### WHAT TO WORK ON
Among the records below, find the lines with the word "main" and copy them.

### INFORMATION SHOWN
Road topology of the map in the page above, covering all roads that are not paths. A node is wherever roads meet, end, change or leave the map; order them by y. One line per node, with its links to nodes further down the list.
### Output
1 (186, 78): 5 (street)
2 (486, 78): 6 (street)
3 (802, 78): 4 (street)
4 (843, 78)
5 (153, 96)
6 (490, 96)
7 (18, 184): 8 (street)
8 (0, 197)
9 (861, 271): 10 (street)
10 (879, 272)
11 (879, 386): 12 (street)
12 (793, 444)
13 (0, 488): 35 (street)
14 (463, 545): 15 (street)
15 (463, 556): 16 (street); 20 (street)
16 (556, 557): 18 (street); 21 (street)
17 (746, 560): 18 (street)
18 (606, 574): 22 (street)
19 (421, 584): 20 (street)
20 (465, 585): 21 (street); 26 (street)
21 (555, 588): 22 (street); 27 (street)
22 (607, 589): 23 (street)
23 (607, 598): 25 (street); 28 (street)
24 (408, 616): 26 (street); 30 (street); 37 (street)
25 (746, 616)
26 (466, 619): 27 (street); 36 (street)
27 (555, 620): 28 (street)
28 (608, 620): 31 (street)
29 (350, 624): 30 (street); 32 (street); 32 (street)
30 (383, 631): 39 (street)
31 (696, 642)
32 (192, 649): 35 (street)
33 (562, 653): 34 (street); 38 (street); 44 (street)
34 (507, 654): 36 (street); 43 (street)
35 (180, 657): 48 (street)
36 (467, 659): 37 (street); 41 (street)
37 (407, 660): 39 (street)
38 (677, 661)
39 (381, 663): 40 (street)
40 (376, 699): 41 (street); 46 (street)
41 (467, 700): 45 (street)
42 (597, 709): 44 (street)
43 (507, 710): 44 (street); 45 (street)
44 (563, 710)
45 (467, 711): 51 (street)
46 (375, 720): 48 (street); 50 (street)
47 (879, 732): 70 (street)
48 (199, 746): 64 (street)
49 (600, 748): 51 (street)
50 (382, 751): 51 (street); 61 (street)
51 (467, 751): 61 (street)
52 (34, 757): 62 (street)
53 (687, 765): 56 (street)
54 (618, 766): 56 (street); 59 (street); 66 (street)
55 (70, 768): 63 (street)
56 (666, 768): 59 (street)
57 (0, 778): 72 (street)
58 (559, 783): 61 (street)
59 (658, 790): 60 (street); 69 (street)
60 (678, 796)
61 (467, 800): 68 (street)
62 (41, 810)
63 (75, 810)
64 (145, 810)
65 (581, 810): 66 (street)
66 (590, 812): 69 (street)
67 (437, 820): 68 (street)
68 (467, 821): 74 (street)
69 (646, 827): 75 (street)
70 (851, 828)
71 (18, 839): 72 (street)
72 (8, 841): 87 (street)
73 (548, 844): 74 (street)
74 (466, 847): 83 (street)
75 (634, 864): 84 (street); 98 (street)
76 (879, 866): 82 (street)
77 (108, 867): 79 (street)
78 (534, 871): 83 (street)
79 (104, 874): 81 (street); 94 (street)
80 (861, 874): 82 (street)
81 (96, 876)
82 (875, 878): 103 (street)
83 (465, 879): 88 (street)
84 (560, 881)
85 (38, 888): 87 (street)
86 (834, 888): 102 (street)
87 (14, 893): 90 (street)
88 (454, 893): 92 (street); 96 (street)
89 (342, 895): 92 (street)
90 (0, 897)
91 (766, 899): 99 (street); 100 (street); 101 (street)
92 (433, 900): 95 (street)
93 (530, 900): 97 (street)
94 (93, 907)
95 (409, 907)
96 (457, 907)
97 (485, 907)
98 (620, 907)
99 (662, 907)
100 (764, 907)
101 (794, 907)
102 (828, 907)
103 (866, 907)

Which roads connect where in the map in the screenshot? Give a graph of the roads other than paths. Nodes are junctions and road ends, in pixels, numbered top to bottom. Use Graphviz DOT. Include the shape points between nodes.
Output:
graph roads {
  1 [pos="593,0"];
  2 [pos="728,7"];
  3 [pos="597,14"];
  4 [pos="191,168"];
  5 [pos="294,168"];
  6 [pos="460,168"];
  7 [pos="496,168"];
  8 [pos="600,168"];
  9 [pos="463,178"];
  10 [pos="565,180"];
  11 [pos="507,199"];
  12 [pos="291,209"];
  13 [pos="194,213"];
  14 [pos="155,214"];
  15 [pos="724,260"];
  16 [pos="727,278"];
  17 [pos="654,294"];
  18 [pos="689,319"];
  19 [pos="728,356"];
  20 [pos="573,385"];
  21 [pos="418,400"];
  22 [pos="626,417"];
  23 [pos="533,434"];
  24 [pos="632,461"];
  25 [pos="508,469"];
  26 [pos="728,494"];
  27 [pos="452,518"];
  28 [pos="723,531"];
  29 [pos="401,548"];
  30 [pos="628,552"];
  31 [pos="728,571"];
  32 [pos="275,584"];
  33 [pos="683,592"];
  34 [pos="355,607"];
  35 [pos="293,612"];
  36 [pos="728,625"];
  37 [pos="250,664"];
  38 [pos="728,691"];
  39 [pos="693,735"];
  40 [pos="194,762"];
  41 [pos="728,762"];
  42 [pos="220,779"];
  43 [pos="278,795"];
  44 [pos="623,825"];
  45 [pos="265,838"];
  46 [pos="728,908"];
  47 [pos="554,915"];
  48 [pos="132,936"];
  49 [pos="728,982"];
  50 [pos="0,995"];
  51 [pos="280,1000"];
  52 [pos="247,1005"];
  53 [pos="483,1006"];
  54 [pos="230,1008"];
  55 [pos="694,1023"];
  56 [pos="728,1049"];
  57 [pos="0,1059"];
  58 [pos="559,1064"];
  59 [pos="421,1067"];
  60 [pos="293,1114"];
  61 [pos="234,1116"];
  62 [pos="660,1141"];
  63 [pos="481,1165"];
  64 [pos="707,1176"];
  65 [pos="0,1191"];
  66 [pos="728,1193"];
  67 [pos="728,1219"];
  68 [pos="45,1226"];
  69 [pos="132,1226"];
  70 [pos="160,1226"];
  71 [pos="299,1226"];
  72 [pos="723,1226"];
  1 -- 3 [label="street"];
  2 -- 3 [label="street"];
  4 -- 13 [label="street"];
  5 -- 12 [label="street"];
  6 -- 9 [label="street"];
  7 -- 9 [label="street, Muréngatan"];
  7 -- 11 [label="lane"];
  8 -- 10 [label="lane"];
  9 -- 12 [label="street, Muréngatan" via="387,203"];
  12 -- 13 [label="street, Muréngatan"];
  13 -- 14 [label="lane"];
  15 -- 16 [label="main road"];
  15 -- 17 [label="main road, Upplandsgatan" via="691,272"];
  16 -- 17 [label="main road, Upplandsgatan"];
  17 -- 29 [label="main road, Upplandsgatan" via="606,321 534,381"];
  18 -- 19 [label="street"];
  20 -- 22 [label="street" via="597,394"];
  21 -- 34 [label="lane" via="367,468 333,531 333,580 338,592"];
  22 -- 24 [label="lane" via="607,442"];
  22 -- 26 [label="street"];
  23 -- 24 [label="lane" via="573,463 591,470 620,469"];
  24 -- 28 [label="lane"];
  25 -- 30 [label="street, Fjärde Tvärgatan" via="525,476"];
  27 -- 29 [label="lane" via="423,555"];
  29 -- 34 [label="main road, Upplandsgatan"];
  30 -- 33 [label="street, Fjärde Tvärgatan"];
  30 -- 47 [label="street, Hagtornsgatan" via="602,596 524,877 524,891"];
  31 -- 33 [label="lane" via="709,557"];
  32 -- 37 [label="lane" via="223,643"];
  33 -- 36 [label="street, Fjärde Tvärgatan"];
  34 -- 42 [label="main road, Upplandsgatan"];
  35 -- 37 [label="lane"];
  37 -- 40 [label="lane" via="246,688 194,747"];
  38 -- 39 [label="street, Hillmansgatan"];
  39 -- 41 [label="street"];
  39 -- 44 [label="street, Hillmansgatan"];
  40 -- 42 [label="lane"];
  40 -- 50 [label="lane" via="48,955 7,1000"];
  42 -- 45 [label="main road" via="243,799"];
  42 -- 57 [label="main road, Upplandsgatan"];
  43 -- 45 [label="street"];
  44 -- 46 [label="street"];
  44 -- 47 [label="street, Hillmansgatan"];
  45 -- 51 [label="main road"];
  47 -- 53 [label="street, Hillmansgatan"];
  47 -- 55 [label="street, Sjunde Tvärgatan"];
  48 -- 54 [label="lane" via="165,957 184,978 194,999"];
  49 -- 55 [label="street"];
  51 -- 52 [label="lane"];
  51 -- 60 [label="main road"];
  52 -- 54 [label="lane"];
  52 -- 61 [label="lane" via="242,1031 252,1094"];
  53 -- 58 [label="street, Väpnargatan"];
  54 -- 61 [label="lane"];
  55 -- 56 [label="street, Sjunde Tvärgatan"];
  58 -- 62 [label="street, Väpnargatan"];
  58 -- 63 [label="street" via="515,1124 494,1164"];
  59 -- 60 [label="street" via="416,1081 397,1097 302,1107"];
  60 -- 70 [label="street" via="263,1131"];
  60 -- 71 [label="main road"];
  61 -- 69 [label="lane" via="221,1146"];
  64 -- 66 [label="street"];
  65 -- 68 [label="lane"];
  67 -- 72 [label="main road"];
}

### OUTPUT FOR THIS TASK
  15 -- 16 [label="main road"];
  15 -- 17 [label="main road, Upplandsgatan" via="691,272"];
  16 -- 17 [label="main road, Upplandsgatan"];
  17 -- 29 [label="main road, Upplandsgatan" via="606,321 534,381"];
  29 -- 34 [label="main road, Upplandsgatan"];
  34 -- 42 [label="main road, Upplandsgatan"];
  42 -- 45 [label="main road" via="243,799"];
  42 -- 57 [label="main road, Upplandsgatan"];
  45 -- 51 [label="main road"];
  51 -- 60 [label="main road"];
  60 -- 71 [label="main road"];
  67 -- 72 [label="main road"];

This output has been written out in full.